Travels in Turkey, Egypt, Nubia and Palestine in 1824, 1825, 1826 and 1827. TWO VOLUMES.
Madden, Richard Robert.
Synopsis
Madden writes this work in the form of letters, which were compiled from notes. The letters, arranged chronologically and presented as individual chapters, spanning the duration of Madden’s time in the east, and their epistolary format lends them a refreshing immediacy. Madden has trained as a surgeon, though he never practised in England, it enabled him to enter areas closed to most Europeans, mainly the harem and some bazaars,allowing him to write about harems, slave markets, religion, crime and punishment, politics and numerous other subjects as well as medicine.
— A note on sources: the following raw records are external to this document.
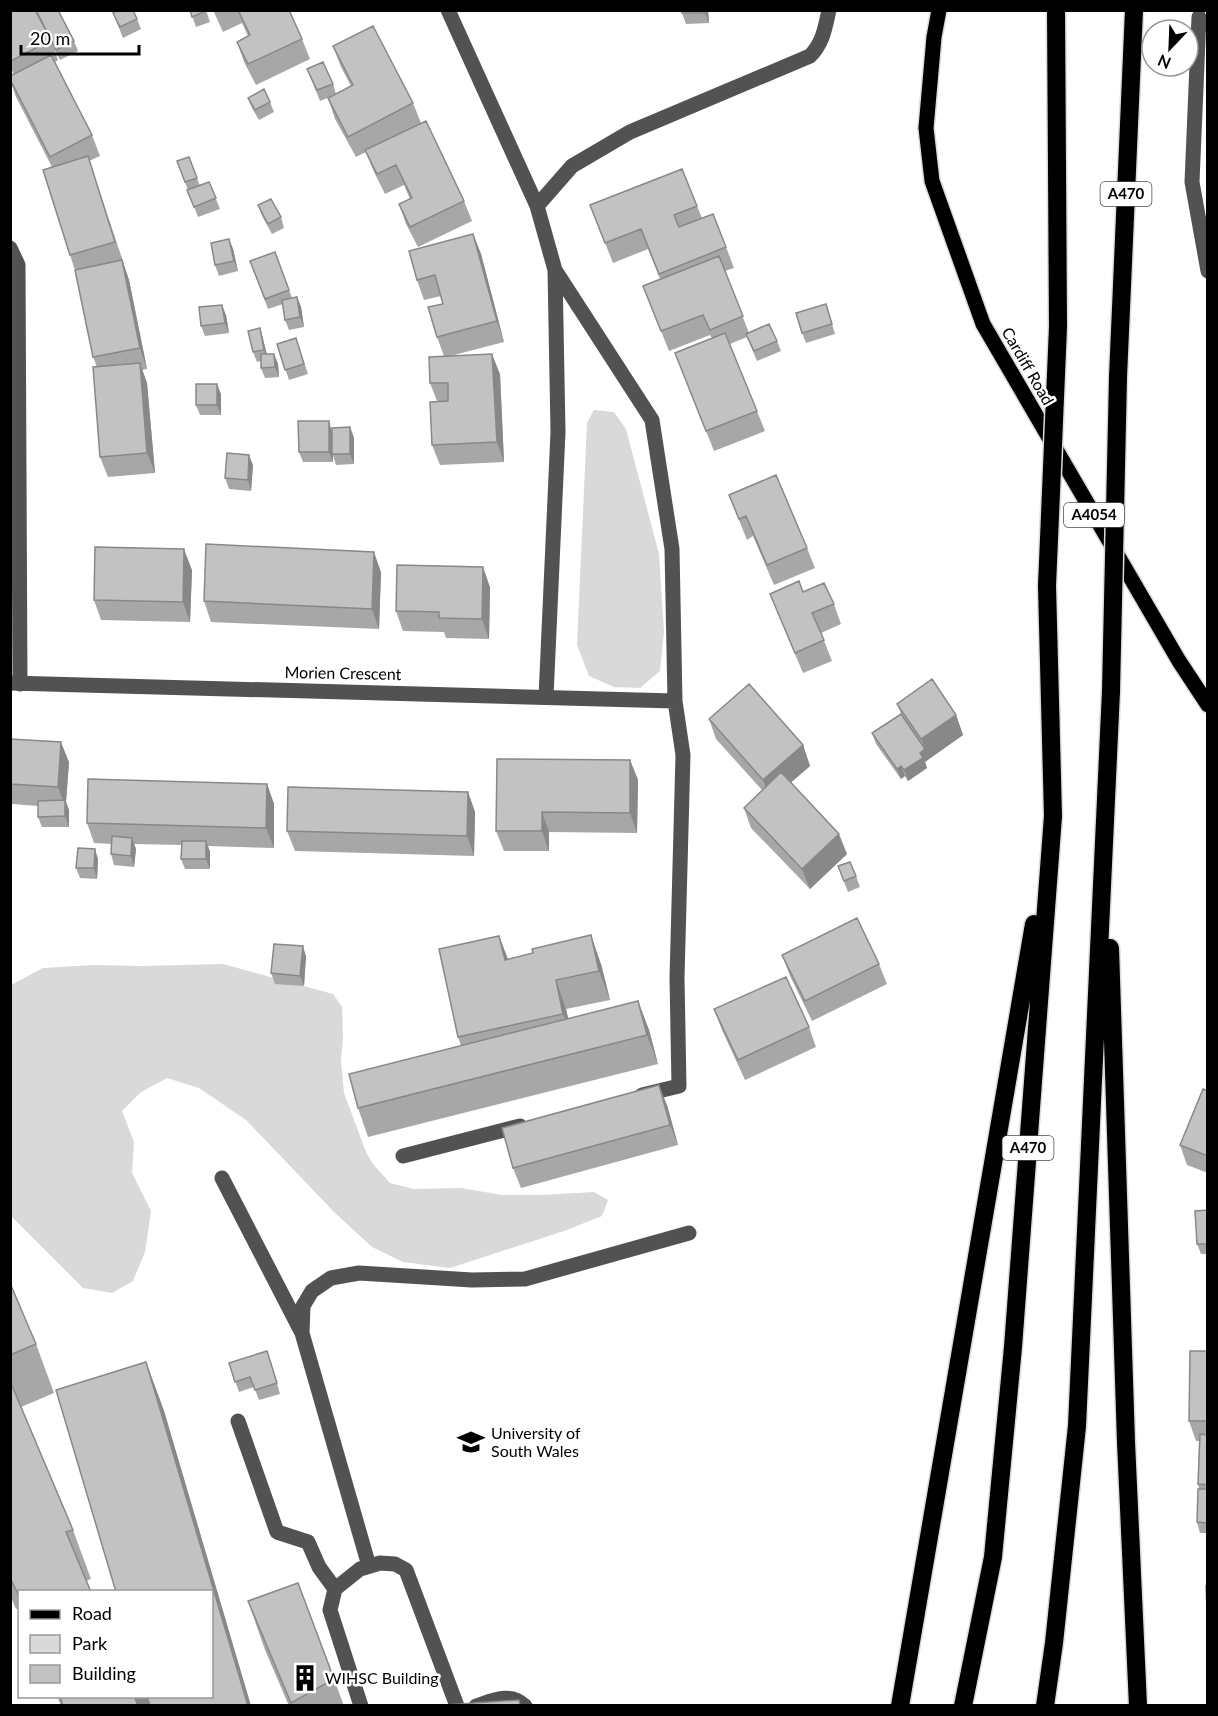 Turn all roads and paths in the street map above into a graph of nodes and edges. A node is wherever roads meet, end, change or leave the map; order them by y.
1 (448, 10) edge
2 (829, 10) edge
3 (939, 10) edge
4 (1056, 10) edge
5 (1134, 10) edge
6 (1199, 17) dead end
7 (537, 206) junction
8 (10, 248) edge
9 (555, 270) junction
10 (1208, 271) edge
11 (15, 683) edge
12 (546, 697) junction
13 (675, 701) junction
14 (1208, 705) edge
15 (1105, 811) junction
16 (1053, 816) junction
17 (633, 1097) edge
18 (529, 1124) edge
19 (403, 1156) dead end
20 (222, 1178) dead end
21 (689, 1233) dead end
22 (302, 1333) junction
23 (238, 1421) dead end
24 (369, 1566) junction
25 (335, 1589) junction
26 (362, 1706) edge
27 (457, 1706) edge
28 (476, 1706) edge
29 (525, 1706) edge
30 (900, 1706) edge
31 (963, 1706) edge
32 (1044, 1706) edge
33 (1138, 1706) edge

1 - 7 street
2 - 7 street
3 - 14 main road, Cardiff Road / A4054
4 - 16 highway, A470, bridge
5 - 15 highway, A470, bridge
6 - 10 street
7 - 9 street
8 - 11 street
9 - 12 street
9 - 13 street
11 - 12 street, Morien Crescent
12 - 13 street, Morien Crescent
13 - 17 street
15 - 32 highway, A470
15 - 33 highway
16 - 30 highway
16 - 31 highway, A470
18 - 19 street
20 - 22 street
21 - 22 street
22 - 24 street
23 - 25 street
24 - 25 street
24 - 27 street
25 - 26 street
28 - 29 street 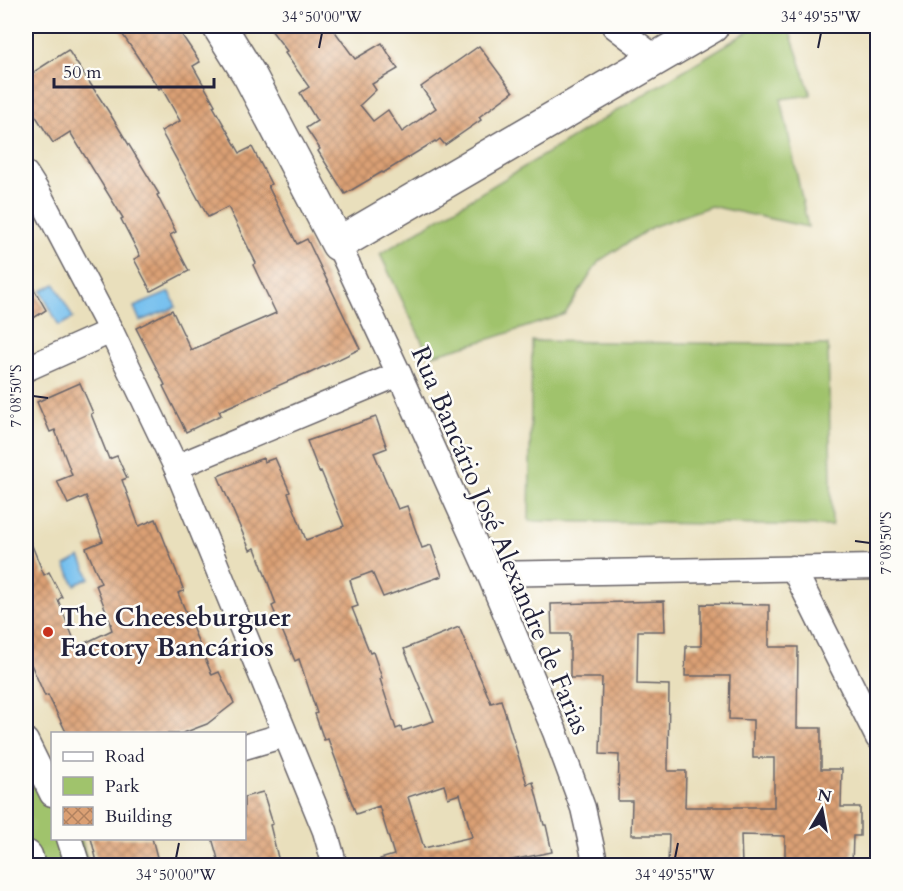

In his preface, he describes the difficulties he encountered as a traveller to the East, whose “fate has been to have taken for a spy in Syria, to have endangered my life in Candia, for refusing to administer poison – to have been shot at in Canea twice, and once on the Nile by Turkish soldiers – to have been accused of changing the fragments of a broken statue into gold at Thebes – to have been charged with sorcery in Nubia – and to have been a captive with Greek pirates for wearing a long beard, when taken in a vessel bearing Turkish property…”
He travelled in the Levant from 1824-1827. His work also contains much information on Egypt and Egyptology.
Bibliographic references: Blackmer 1056; Ibrahim-Hilmy II p. 3; Röhricht 1707; Tobler p. 150; Weber 178.